----- Data provided -----

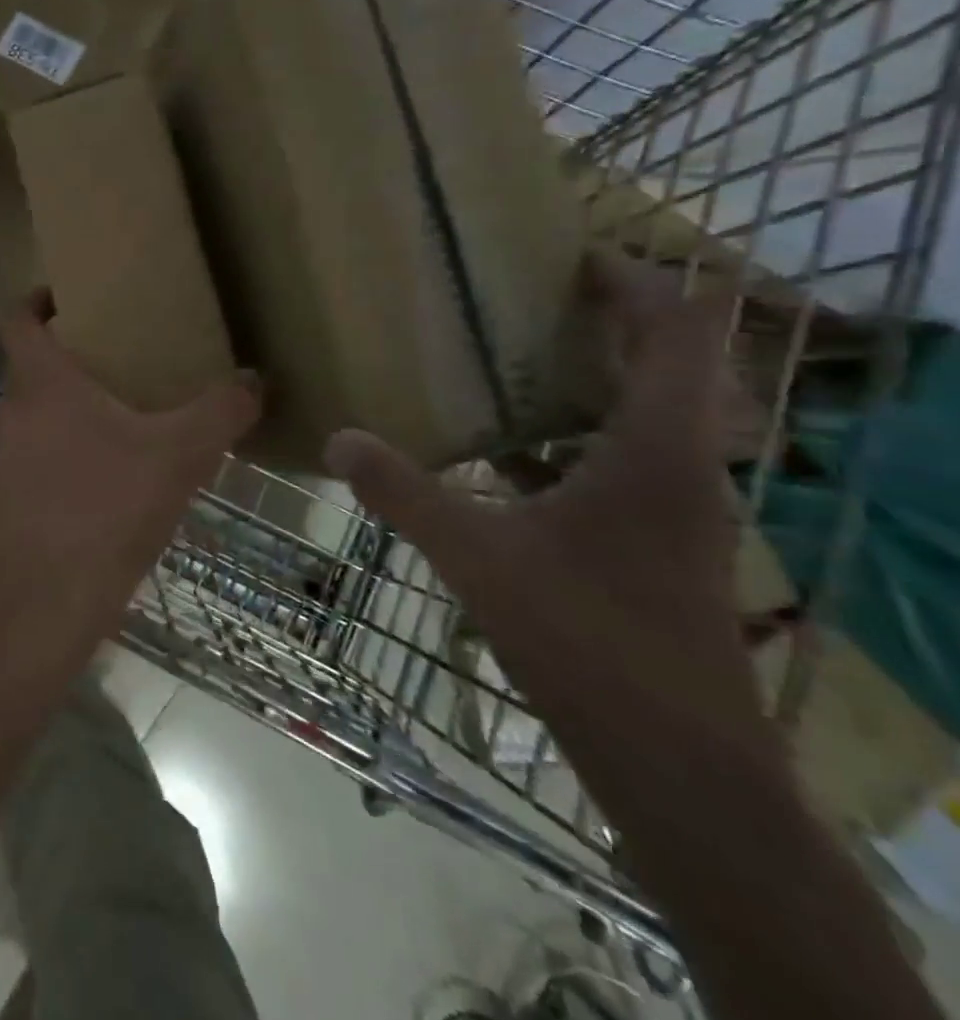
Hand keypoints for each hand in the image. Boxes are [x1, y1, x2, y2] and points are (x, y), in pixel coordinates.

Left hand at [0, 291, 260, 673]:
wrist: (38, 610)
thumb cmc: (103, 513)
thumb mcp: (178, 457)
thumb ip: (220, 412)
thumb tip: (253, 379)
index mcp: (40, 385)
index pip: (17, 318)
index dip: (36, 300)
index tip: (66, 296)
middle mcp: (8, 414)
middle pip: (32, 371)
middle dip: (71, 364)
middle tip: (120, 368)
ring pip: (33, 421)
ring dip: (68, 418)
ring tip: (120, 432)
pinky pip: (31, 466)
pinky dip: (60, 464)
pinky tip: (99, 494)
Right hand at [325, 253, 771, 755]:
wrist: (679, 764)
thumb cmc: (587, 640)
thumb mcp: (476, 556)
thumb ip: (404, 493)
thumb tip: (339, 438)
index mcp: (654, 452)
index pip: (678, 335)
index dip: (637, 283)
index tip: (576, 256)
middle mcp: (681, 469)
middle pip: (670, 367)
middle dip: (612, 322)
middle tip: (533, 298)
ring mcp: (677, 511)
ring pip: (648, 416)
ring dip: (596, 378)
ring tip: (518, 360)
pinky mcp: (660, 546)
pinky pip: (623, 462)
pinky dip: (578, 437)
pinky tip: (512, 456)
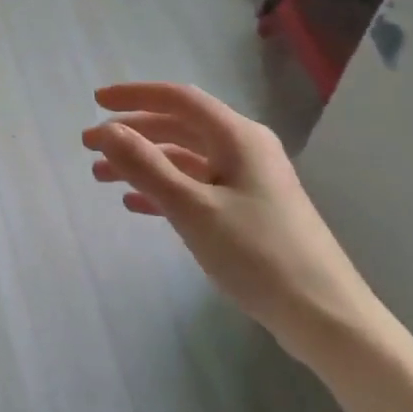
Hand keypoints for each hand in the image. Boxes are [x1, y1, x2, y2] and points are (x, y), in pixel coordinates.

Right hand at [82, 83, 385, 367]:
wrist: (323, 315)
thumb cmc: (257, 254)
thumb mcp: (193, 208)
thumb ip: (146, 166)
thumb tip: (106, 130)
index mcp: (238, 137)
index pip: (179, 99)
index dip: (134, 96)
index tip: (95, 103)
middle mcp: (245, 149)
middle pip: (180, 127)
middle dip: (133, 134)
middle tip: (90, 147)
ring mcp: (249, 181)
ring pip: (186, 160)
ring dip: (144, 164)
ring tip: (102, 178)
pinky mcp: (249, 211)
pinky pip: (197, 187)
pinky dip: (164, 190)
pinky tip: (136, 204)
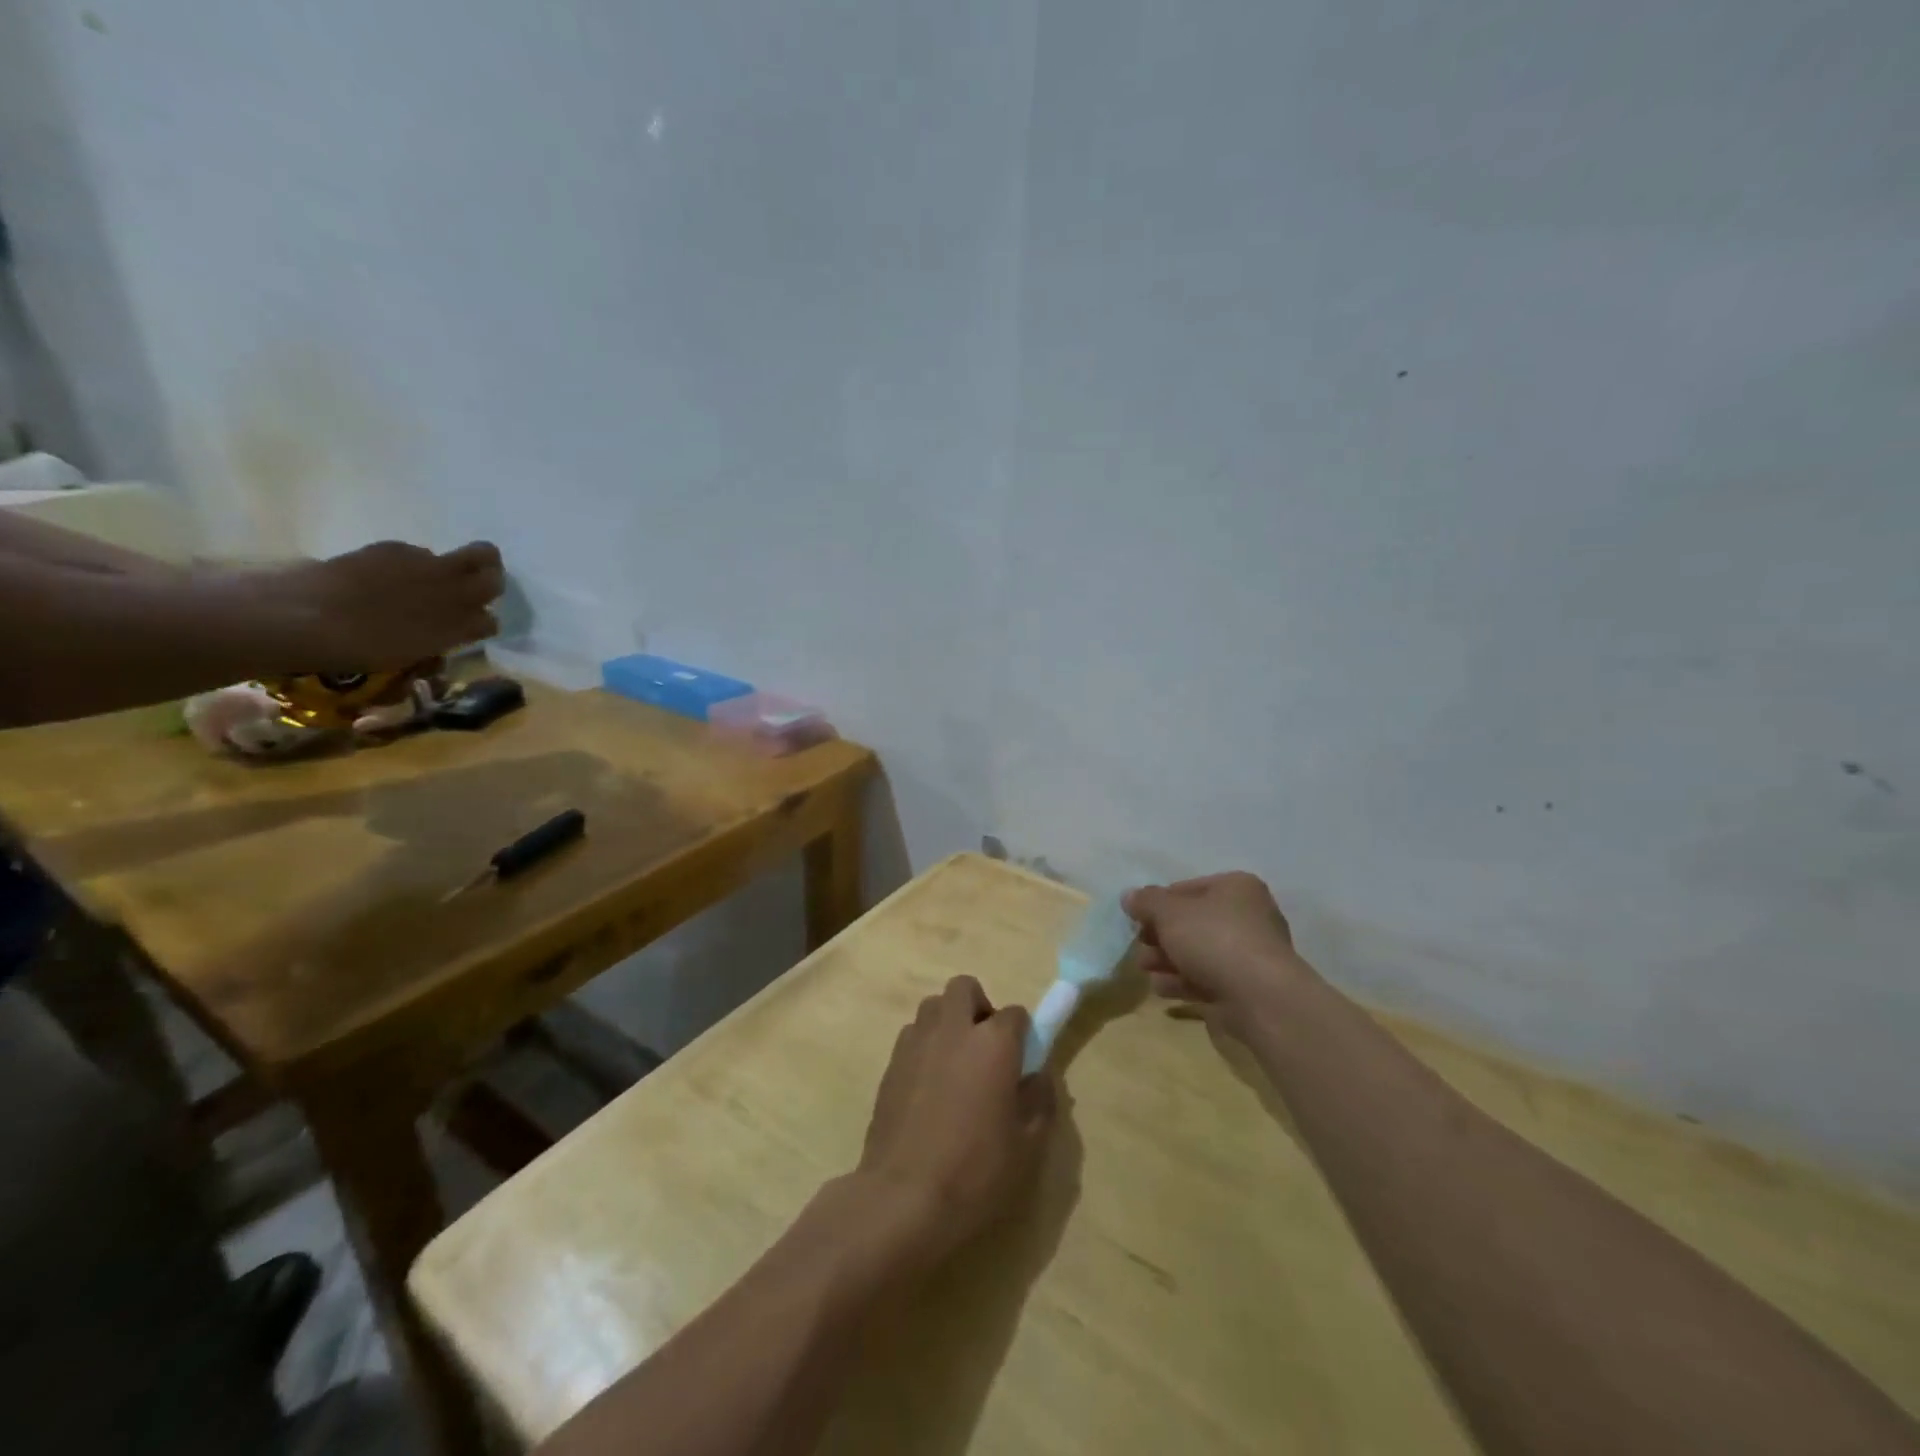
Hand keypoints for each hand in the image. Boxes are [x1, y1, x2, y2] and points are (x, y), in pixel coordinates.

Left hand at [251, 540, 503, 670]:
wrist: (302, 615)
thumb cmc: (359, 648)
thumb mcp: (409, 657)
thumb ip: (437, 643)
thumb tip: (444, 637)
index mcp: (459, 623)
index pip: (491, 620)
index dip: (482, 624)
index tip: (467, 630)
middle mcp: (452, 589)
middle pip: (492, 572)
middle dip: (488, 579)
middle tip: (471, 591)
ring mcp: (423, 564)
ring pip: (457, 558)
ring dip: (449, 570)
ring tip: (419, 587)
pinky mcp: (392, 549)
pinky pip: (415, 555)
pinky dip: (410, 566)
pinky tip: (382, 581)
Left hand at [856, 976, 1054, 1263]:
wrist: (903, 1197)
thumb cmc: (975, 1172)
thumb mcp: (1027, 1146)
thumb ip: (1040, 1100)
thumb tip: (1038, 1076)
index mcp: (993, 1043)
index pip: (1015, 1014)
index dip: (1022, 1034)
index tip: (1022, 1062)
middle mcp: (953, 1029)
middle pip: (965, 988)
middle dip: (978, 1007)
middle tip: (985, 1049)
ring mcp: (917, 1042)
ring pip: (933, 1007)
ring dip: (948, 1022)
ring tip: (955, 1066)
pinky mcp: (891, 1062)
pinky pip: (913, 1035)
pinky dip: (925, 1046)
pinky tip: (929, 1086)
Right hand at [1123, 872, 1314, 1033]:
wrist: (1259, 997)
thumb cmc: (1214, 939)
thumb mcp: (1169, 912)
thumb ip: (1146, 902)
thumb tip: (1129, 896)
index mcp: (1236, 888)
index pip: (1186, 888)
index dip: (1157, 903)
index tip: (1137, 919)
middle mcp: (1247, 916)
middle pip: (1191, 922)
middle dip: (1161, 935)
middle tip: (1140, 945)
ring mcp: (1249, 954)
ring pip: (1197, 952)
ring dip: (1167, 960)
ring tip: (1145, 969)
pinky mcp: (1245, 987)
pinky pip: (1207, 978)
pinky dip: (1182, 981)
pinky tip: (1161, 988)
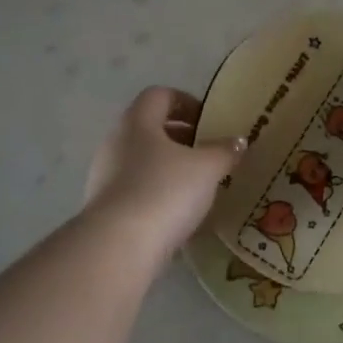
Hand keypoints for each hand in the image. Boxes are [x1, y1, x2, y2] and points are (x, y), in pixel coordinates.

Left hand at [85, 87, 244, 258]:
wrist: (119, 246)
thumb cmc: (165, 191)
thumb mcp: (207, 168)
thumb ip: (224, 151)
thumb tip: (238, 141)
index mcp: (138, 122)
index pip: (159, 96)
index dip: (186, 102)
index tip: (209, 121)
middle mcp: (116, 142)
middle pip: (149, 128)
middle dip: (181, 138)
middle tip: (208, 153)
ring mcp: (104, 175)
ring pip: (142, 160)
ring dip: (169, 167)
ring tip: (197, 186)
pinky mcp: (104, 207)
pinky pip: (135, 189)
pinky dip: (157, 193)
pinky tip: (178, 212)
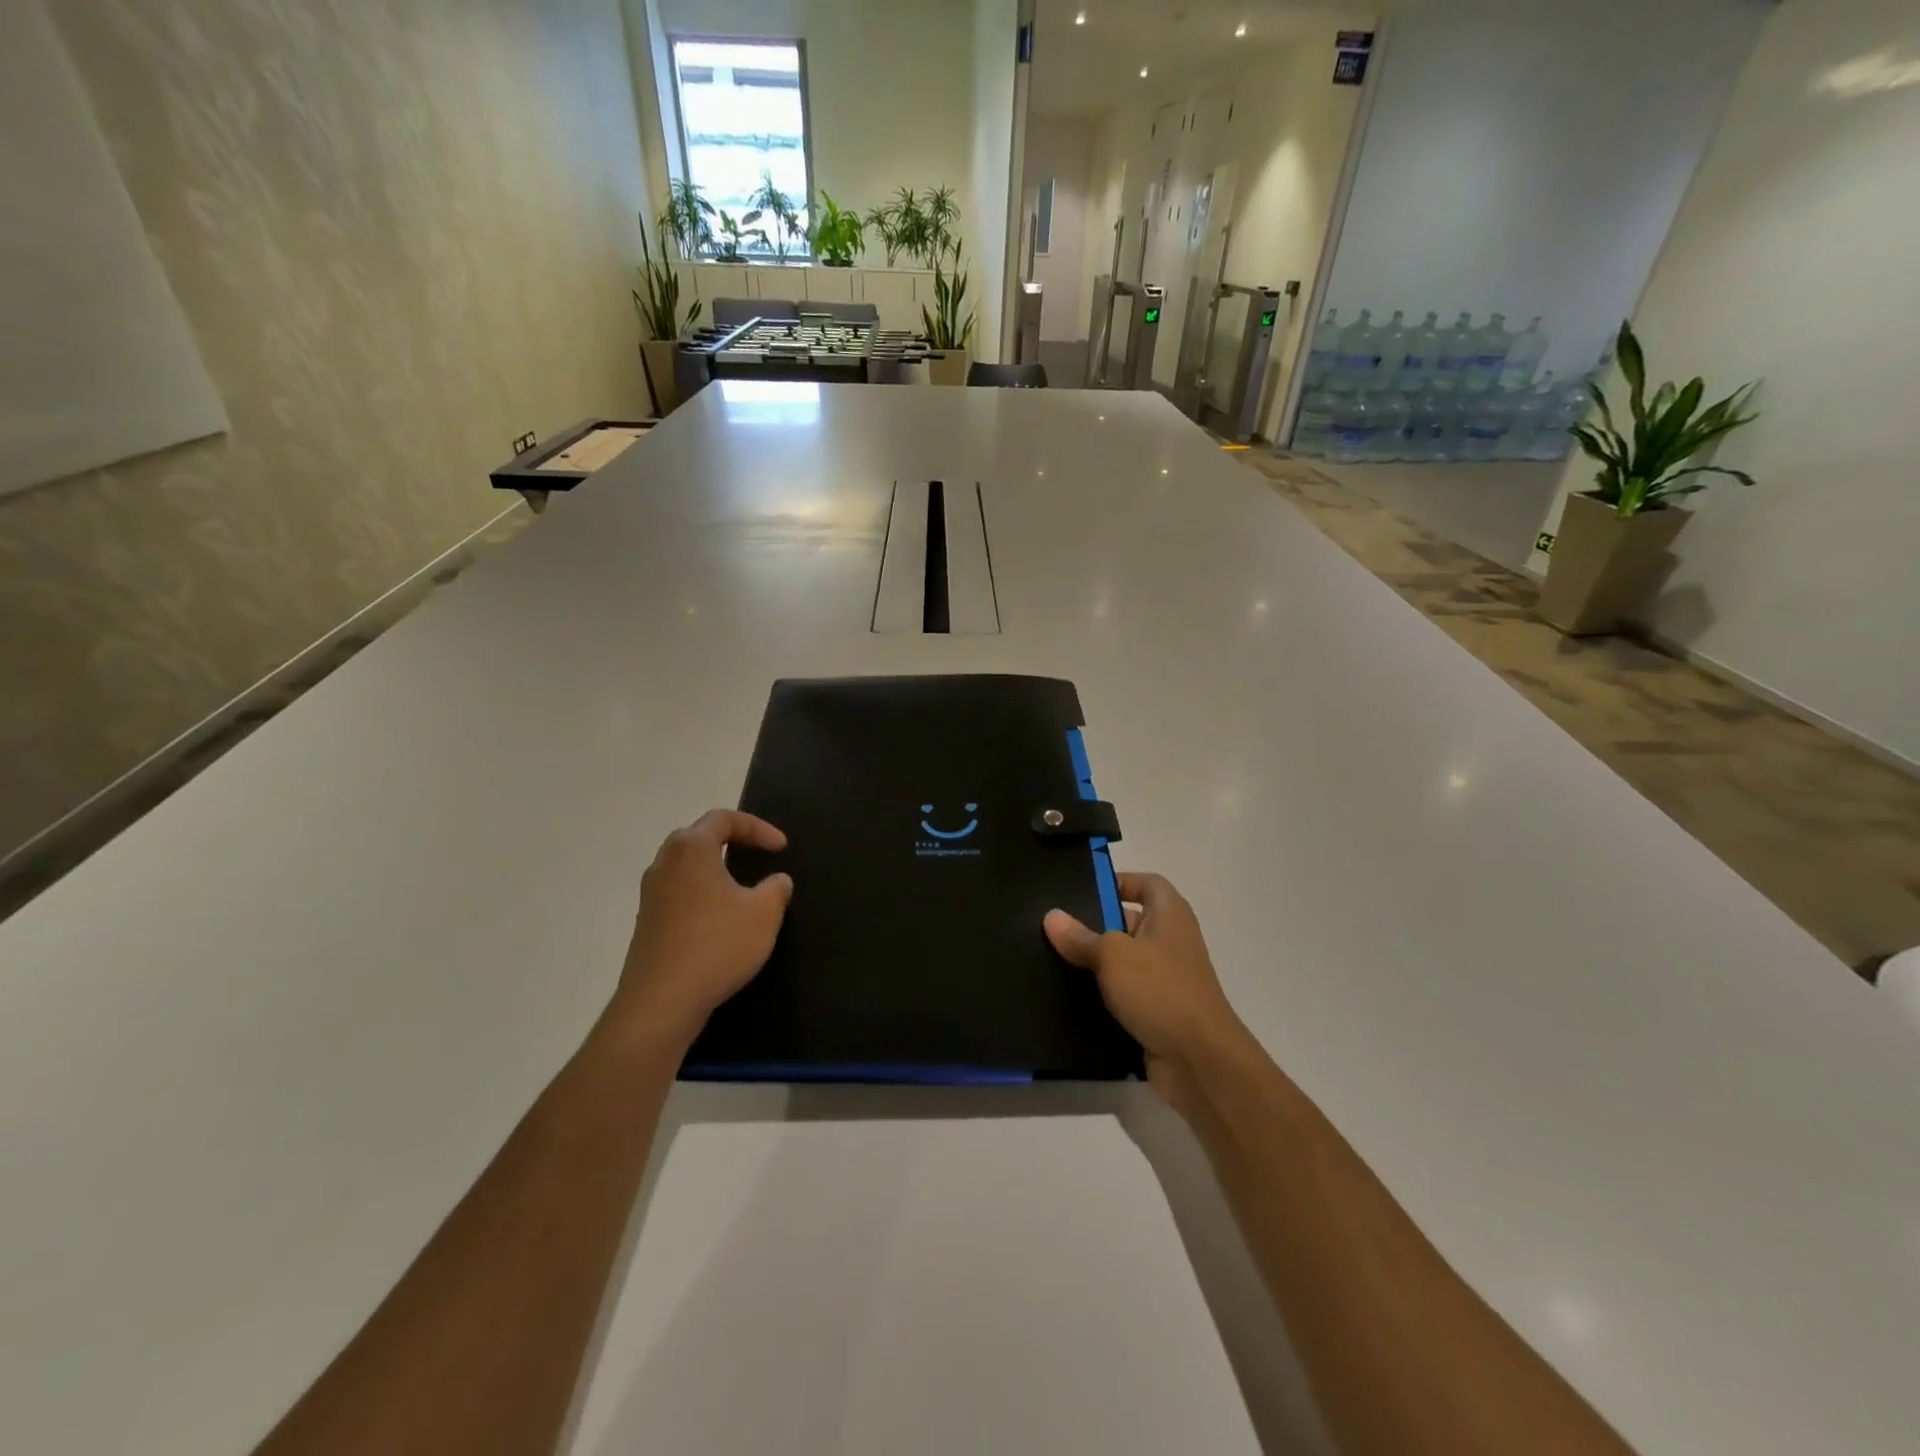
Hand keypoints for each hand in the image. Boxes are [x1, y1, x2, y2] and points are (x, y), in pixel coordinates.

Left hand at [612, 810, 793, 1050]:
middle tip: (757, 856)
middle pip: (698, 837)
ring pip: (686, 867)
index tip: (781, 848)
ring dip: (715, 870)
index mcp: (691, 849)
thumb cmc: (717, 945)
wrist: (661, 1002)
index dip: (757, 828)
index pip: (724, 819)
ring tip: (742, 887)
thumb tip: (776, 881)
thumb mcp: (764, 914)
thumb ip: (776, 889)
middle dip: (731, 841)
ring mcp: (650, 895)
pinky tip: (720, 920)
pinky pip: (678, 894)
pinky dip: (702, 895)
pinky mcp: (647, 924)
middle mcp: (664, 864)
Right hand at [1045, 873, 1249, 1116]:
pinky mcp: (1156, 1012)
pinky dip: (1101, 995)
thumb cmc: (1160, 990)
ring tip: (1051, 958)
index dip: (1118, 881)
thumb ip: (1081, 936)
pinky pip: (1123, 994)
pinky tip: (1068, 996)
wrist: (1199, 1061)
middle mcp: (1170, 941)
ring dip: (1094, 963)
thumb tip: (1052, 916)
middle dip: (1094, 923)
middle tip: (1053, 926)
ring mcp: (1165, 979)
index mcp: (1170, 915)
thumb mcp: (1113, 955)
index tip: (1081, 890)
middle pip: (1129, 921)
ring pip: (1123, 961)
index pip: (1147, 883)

-----

What you are asked to do:
Copy all lines of the listing above that contain the string "Left".

Completed exercise:
Left hand at [0, 291, 260, 673]:
Left hand at [251, 540, 503, 670]:
Left hand at [856, 976, 1054, 1263]:
Left hand at [85, 87, 244, 258]:
Left hand at [612, 810, 793, 1050]:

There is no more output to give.